→ Assigned task:
The span to repeat in the listing below runs from the line containing "I need the junctions" to the line containing "Trace the roads", inclusive. Repeat it exactly, and only it.

→ Input material:
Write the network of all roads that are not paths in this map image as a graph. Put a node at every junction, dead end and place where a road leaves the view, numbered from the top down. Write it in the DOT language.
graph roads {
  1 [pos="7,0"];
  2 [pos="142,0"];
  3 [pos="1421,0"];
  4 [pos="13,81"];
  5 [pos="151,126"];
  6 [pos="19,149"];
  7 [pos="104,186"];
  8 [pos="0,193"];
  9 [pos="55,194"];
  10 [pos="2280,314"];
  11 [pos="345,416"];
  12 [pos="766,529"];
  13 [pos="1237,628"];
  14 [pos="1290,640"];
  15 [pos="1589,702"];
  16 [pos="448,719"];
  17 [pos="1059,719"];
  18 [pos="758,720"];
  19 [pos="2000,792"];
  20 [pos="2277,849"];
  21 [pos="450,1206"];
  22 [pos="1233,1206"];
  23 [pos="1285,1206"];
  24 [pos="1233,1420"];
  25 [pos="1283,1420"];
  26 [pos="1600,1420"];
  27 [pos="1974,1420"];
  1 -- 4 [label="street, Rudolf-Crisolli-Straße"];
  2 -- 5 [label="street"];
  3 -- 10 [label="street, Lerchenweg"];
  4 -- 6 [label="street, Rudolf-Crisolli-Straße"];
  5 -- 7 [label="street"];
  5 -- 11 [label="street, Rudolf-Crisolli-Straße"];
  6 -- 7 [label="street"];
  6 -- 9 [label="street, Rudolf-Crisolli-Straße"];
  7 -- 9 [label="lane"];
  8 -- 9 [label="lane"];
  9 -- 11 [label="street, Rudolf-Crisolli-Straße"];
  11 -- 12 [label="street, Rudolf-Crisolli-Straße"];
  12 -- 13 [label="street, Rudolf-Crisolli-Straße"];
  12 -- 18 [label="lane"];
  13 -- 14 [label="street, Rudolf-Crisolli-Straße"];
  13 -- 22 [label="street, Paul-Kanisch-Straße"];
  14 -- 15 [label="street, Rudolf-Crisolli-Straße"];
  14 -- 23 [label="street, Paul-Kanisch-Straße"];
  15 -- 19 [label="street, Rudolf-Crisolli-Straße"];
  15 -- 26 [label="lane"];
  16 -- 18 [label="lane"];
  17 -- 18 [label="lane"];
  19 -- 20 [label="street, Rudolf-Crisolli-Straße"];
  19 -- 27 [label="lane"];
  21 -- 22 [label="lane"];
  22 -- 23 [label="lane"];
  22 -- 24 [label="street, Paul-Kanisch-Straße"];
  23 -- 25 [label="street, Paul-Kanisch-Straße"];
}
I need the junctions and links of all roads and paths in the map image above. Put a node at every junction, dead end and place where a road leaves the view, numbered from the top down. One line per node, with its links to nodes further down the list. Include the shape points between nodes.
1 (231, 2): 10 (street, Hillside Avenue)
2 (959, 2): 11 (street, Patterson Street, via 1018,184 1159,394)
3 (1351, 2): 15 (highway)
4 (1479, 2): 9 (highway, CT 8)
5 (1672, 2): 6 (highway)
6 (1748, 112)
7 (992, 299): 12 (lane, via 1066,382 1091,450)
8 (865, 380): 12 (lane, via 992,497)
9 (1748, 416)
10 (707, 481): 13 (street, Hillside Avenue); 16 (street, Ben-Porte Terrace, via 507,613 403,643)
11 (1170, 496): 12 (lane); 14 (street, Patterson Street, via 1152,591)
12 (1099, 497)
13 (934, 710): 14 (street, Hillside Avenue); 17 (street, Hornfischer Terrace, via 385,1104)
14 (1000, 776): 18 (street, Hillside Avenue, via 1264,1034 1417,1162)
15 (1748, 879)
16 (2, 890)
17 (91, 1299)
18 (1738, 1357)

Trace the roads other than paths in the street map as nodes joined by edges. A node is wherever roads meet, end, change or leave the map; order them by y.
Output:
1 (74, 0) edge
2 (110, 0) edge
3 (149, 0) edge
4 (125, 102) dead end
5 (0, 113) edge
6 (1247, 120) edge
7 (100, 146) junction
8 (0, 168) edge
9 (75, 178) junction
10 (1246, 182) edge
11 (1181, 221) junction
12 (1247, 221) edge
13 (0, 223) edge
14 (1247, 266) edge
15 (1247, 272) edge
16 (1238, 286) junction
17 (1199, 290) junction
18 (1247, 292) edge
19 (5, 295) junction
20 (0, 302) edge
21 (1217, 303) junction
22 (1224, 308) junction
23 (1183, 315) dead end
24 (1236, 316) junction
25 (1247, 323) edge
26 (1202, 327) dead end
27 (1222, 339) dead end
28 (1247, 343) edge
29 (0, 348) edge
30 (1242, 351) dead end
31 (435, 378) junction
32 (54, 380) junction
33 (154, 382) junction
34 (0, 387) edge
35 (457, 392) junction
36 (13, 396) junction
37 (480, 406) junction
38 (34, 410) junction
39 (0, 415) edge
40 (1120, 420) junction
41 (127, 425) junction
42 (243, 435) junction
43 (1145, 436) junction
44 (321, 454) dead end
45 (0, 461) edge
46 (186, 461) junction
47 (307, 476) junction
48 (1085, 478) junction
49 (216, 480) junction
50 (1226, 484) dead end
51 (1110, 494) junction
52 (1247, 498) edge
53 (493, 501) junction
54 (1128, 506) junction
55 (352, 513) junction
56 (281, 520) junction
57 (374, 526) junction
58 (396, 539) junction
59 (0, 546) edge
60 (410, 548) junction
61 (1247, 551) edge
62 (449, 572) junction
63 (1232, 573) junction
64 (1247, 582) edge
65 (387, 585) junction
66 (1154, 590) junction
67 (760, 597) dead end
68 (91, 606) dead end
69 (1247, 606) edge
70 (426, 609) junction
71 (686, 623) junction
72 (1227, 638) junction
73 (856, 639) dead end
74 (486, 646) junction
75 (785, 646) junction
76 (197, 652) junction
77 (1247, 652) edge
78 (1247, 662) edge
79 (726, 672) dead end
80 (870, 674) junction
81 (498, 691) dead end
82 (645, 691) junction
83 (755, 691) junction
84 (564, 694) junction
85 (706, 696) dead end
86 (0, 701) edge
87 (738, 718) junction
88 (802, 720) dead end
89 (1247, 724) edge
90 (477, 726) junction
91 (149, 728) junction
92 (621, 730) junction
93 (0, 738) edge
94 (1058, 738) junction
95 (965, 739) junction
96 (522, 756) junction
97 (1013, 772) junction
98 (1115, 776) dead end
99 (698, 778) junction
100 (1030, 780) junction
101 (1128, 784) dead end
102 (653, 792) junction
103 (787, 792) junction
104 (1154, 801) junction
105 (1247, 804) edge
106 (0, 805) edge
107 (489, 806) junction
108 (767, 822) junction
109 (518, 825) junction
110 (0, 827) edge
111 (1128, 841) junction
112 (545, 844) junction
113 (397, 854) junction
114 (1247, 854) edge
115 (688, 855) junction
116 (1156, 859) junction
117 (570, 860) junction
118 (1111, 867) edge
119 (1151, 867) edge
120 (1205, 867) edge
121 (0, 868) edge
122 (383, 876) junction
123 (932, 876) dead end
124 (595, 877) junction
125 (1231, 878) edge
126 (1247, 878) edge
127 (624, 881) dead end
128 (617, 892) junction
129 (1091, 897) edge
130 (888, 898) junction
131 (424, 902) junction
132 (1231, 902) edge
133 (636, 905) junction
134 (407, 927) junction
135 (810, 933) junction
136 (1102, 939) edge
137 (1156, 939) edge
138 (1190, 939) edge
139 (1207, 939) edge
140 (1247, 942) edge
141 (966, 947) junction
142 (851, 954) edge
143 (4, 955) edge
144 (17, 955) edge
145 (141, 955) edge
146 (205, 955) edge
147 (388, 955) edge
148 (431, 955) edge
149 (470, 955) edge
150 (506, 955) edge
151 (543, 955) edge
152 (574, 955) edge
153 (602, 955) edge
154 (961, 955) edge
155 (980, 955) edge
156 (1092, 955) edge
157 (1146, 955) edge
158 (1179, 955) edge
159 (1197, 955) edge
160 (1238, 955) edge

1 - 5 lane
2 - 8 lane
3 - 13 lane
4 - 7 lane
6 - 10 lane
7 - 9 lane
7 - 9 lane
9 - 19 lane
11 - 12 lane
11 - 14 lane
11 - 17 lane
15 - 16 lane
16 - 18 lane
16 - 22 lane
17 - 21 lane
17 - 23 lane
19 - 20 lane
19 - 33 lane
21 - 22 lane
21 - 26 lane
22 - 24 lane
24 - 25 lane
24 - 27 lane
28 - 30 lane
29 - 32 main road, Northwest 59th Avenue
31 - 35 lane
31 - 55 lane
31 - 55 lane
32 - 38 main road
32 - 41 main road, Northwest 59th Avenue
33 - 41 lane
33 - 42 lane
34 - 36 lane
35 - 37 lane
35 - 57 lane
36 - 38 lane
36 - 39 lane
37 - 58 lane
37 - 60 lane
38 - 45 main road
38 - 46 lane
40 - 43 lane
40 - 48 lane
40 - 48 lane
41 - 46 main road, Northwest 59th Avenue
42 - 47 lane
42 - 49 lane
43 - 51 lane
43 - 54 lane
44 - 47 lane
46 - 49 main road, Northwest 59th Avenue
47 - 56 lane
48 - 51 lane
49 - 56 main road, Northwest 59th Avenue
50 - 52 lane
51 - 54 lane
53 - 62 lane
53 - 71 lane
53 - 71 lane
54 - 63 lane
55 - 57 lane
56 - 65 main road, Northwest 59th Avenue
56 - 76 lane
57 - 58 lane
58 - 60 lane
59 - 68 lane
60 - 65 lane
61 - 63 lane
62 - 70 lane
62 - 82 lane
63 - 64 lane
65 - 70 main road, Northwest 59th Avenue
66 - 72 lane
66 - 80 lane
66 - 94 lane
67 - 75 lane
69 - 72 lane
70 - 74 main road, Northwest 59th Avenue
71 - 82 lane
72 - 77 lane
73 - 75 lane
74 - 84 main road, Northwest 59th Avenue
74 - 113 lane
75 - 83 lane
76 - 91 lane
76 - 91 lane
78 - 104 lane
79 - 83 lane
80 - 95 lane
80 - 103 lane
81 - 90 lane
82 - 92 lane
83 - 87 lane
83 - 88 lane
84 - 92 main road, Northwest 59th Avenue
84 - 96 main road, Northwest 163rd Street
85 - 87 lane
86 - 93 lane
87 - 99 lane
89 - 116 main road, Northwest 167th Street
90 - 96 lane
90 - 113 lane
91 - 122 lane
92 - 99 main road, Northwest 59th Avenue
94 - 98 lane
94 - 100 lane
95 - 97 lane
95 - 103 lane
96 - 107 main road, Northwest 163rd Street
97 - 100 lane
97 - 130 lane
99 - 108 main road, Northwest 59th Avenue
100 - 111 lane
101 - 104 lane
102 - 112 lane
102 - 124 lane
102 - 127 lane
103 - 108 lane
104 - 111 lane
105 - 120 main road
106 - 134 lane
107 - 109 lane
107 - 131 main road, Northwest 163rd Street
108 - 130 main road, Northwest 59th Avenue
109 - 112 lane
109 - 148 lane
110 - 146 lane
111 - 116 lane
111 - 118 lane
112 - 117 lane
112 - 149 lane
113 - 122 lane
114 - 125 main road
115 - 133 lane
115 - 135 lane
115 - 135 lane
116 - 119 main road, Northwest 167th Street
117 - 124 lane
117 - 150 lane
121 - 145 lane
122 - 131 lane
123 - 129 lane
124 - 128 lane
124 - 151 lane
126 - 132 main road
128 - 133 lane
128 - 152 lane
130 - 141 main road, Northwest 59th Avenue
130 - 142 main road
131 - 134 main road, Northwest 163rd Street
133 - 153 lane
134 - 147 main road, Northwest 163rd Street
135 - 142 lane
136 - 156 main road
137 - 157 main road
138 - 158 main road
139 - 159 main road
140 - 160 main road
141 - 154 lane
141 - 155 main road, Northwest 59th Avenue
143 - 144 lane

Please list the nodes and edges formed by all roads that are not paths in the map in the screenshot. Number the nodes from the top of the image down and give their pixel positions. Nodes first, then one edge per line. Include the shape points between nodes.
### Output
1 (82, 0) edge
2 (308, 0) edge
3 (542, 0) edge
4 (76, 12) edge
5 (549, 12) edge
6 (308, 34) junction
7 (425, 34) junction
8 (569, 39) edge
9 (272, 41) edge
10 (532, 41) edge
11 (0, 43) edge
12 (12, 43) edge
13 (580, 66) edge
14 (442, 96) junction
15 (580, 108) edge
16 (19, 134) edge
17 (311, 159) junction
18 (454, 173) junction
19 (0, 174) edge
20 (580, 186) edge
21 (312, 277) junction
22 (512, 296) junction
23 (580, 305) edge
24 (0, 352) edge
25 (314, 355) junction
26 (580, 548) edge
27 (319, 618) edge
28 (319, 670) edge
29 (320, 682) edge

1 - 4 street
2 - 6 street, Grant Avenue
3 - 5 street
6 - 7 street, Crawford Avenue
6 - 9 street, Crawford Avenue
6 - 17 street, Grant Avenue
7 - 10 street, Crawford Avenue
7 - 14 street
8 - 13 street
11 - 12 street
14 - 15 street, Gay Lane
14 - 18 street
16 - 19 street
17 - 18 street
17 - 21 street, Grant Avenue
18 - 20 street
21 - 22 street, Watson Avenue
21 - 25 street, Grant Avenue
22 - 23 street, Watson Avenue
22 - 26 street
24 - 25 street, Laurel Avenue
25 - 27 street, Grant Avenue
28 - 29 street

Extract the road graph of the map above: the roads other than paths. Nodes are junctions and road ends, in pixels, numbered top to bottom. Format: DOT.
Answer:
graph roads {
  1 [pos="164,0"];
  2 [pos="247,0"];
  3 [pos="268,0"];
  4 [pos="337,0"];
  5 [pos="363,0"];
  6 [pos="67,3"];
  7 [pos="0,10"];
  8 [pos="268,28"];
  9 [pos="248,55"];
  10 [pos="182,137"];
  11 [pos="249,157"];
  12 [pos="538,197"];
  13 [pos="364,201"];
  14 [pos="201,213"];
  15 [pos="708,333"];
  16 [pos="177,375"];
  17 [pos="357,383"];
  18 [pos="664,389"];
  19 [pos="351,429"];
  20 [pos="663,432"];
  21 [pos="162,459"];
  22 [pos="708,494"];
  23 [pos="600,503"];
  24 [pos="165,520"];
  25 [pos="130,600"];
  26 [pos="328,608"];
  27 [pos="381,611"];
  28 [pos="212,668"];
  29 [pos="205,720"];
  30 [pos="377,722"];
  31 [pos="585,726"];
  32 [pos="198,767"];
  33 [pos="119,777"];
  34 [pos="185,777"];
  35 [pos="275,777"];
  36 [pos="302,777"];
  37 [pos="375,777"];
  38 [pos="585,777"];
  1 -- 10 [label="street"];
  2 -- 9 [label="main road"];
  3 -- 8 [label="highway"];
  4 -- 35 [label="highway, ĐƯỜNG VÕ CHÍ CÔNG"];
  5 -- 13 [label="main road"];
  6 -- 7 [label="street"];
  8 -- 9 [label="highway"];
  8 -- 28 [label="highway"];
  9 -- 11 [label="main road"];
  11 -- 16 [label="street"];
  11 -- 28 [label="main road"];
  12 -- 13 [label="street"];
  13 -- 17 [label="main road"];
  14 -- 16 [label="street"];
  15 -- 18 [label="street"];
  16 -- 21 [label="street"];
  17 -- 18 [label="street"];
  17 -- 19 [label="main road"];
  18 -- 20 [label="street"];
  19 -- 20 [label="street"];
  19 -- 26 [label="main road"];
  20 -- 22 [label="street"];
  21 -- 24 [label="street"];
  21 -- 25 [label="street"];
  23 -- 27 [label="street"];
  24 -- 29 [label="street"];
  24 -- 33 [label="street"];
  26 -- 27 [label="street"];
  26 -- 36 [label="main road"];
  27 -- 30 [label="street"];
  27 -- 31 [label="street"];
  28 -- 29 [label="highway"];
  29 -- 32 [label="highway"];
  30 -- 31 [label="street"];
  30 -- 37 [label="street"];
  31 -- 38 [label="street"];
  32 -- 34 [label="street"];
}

→ Response box:
I need the junctions and links of all roads and paths in the map image above. Put a node at every junction, dead end and place where a road leaves the view, numbered from the top down. One line per node, with its links to nodes further down the list. Include the shape points between nodes.
1 (231, 2): 10 (street, Hillside Avenue)
2 (959, 2): 11 (street, Patterson Street, via 1018,184 1159,394)
3 (1351, 2): 15 (highway)
4 (1479, 2): 9 (highway, CT 8)
5 (1672, 2): 6 (highway)
6 (1748, 112)
7 (992, 299): 12 (lane, via 1066,382 1091,450)
8 (865, 380): 12 (lane, via 992,497)
9 (1748, 416)
10 (707, 481): 13 (street, Hillside Avenue); 16 (street, Ben-Porte Terrace, via 507,613 403,643)
11 (1170, 496): 12 (lane); 14 (street, Patterson Street, via 1152,591)
12 (1099, 497)
13 (934, 710): 14 (street, Hillside Avenue); 17 (street, Hornfischer Terrace, via 385,1104)
14 (1000, 776): 18 (street, Hillside Avenue, via 1264,1034 1417,1162)
15 (1748, 879)
16 (2, 890)
17 (91, 1299)
18 (1738, 1357)

Trace the roads other than paths in the street map as nodes joined by edges. A node is wherever roads meet, end, change or leave the map; order them by y.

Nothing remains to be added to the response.